9.6 No Automated Refusals
Vistera will not refuse to provide service solely because an individual exercises a privacy right, except where the right to refuse is expressly permitted under applicable law.
10. Security
10.1 Technical and Organizational Safeguards
Vistera implements technical and organizational measures designed to protect personal information against unauthorized access, use, disclosure, loss, or destruction. These measures include encryption at rest for Client Content and account data stored in AWS S3; encryption in transit using TLS; role-based access controls restricting access to Experts and staff who need it; authentication managed through BetterAuth with hashed credential storage and multi-factor authentication for certain accounts; and monitoring through Sentry (configured with anonymized identifiers, as described in Section 6.6).
10.2 No Absolute Guarantee and Breach Notification
No security system is impenetrable. While we take reasonable steps to protect personal information, we cannot guarantee that unauthorized third parties will never defeat our security measures. We maintain records of security incidents involving personal information. In the event of a breach that creates a real risk of significant harm to individuals, we will notify affected individuals and the appropriate privacy authority (and keep records of the breach) as required by PIPEDA and applicable provincial privacy legislation.
10.3 Your Responsibility
You are responsible for maintaining the confidentiality of your account credentials and for notifying us promptly if you suspect unauthorized access to your account.
11. Children
The Platform is designed for business use only and is not directed at individuals under the age of 18. We do not knowingly collect personal information from anyone under 18. If we become aware that we have collected personal information from an individual under 18, we will take steps to delete that information as promptly as possible. If you believe we may have inadvertently collected information from a minor, please contact us at the address in Section 13.
12. Changes to This Policy
Vistera may update this Privacy Policy from time to time to reflect changes in our practices, the services we offer, or applicable law. When we make material changes, we will notify you by email or through the Platform at least thirty (30) days before the changes take effect, unless a shorter notice period is required by law. Your continued use of the Platform after the effective date of any changes constitutes your acknowledgement of the updated policy. If you do not agree to the updated policy, you may close your account and stop using the Platform. The “Last updated” date at the top of this document reflects the most recent revision.

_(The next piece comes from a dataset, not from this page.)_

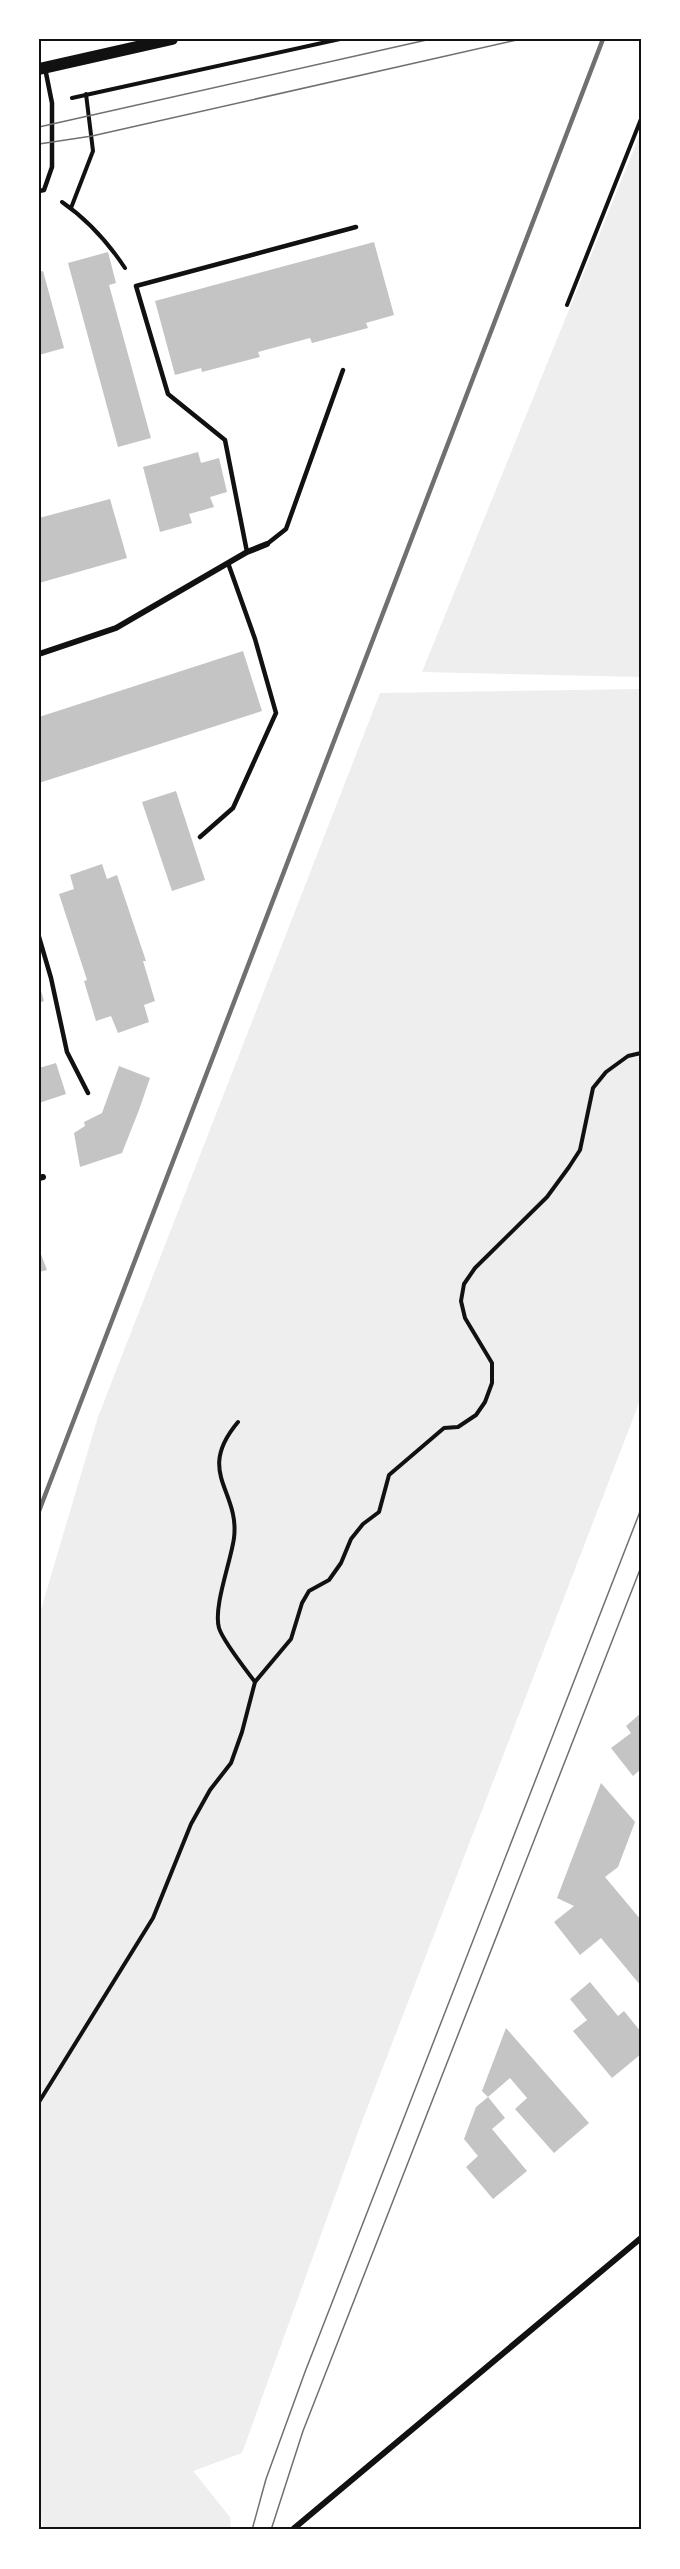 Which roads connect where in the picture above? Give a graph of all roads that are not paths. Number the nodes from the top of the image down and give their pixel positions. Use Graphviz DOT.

13. Contact Information and Complaints
13.1 Contact Us
For questions, concerns, or requests related to this Privacy Policy, or to exercise your privacy rights as described in Section 9, please contact us at:
Vistera Technologies Corp. — Privacy Office 1030 Westwood Street, Suite 202, Coquitlam, British Columbia V3C 4E4, Canada
Email: [email protected]
Phone: +1(778)800-8866
We will acknowledge your inquiry within five [5] business days and respond substantively within the timeframe required by applicable law.
14. Governing Law
14.1 Canadian Law
This Privacy Policy is governed by and construed in accordance with the laws of Canada and, depending on where your Client Organization is located or where the services are principally delivered, the applicable provincial law of British Columbia, Alberta, or Ontario. Where there is uncertainty about which provincial law applies, the laws of British Columbia will govern, as Vistera’s principal place of business is in Coquitlam, British Columbia.
14.2 Language
This Privacy Policy is written in the English language only. No French translation is provided or required.